[Opening PROVIDED RECORDS section]

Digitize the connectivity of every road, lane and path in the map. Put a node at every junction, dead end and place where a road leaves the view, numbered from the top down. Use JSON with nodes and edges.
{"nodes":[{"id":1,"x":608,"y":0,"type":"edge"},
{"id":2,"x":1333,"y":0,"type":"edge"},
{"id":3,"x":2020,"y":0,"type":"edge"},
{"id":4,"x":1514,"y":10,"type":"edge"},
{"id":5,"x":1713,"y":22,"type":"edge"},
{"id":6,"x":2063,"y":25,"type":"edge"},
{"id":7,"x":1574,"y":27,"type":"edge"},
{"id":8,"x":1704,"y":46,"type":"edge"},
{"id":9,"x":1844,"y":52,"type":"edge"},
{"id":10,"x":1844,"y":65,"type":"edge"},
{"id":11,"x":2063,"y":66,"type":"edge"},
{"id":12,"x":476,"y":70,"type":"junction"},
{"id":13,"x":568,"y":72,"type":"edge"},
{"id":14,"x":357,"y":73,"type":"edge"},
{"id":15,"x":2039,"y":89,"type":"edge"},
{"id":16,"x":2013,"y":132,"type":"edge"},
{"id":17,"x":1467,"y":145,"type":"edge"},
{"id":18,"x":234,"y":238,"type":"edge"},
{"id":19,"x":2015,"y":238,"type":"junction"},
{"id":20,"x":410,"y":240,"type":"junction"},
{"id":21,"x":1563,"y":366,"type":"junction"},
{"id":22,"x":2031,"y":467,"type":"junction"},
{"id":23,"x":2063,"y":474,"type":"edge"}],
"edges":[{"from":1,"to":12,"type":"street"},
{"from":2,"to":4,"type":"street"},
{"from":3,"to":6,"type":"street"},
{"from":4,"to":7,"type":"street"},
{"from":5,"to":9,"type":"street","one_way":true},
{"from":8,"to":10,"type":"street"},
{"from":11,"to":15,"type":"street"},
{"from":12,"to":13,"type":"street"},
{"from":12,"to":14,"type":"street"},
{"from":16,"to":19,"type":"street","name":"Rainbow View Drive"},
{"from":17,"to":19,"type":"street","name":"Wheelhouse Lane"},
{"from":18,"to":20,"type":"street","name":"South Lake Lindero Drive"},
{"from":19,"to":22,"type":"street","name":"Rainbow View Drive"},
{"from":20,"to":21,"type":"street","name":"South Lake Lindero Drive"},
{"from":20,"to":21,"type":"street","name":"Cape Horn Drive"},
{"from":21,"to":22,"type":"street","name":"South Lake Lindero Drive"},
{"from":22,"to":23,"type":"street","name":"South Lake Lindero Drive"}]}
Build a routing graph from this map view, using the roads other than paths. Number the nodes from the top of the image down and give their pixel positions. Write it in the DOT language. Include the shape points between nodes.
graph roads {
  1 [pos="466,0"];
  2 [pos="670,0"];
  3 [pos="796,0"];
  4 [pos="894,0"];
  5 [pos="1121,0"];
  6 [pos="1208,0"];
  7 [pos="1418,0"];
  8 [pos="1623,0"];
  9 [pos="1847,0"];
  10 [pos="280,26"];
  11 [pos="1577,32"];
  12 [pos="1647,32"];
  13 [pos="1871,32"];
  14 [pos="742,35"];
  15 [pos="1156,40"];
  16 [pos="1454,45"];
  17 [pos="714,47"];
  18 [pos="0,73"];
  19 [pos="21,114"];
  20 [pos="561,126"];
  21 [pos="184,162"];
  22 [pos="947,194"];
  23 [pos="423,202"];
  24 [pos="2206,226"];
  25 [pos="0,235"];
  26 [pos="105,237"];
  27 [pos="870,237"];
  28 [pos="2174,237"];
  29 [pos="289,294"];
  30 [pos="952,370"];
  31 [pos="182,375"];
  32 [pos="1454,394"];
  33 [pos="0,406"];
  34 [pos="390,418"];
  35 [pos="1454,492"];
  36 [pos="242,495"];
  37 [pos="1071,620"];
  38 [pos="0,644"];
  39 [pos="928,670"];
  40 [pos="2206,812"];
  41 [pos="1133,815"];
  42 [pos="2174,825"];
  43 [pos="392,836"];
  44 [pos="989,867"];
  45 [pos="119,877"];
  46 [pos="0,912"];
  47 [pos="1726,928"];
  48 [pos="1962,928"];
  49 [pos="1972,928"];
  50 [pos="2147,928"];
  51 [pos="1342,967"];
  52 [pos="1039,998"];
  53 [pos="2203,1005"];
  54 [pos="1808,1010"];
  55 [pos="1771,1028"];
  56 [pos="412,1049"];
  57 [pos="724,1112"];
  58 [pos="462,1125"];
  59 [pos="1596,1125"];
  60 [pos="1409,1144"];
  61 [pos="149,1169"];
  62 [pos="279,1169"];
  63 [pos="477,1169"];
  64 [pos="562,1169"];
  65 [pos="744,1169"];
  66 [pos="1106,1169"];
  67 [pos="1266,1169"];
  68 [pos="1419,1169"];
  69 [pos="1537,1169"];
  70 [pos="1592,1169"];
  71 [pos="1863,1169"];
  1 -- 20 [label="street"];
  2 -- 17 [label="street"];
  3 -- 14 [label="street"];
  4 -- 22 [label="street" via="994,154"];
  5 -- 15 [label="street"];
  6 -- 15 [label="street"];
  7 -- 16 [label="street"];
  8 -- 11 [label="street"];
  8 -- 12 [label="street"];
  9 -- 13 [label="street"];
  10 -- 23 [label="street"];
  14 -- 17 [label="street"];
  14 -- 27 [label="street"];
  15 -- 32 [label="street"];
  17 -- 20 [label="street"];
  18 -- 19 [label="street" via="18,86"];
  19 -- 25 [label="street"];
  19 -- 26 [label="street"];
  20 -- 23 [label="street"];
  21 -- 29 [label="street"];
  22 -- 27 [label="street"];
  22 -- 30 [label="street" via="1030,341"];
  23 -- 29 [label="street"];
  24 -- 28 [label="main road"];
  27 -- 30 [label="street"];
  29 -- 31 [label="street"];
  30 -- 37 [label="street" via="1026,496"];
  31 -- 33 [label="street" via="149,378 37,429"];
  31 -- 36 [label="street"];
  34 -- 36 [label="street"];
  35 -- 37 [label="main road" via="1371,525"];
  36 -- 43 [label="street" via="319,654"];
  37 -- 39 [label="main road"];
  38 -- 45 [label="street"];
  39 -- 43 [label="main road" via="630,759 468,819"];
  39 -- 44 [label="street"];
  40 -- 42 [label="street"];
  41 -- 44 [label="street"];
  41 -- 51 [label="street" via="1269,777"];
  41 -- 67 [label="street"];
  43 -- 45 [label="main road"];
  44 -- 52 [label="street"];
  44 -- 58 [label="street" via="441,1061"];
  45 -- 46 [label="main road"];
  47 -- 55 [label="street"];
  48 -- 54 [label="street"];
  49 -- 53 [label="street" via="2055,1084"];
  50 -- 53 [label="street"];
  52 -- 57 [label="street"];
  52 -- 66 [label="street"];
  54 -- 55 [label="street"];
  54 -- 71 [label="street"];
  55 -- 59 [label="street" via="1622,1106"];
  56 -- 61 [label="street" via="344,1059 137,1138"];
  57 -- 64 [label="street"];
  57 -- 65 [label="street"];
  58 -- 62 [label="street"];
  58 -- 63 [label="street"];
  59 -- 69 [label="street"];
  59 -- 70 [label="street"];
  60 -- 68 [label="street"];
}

[Closing PROVIDED RECORDS section]

> _WHAT THE TASK REQUIRES_:
Lines in the records above that carry the word "Lindero" are to be located and copied.

> _REPLY TO THE TASK_:
{"from":18,"to":20,"type":"street","name":"South Lake Lindero Drive"},
{"from":20,"to":21,"type":"street","name":"South Lake Lindero Drive"},
{"from":21,"to":22,"type":"street","name":"South Lake Lindero Drive"},
{"from":22,"to":23,"type":"street","name":"South Lake Lindero Drive"}]}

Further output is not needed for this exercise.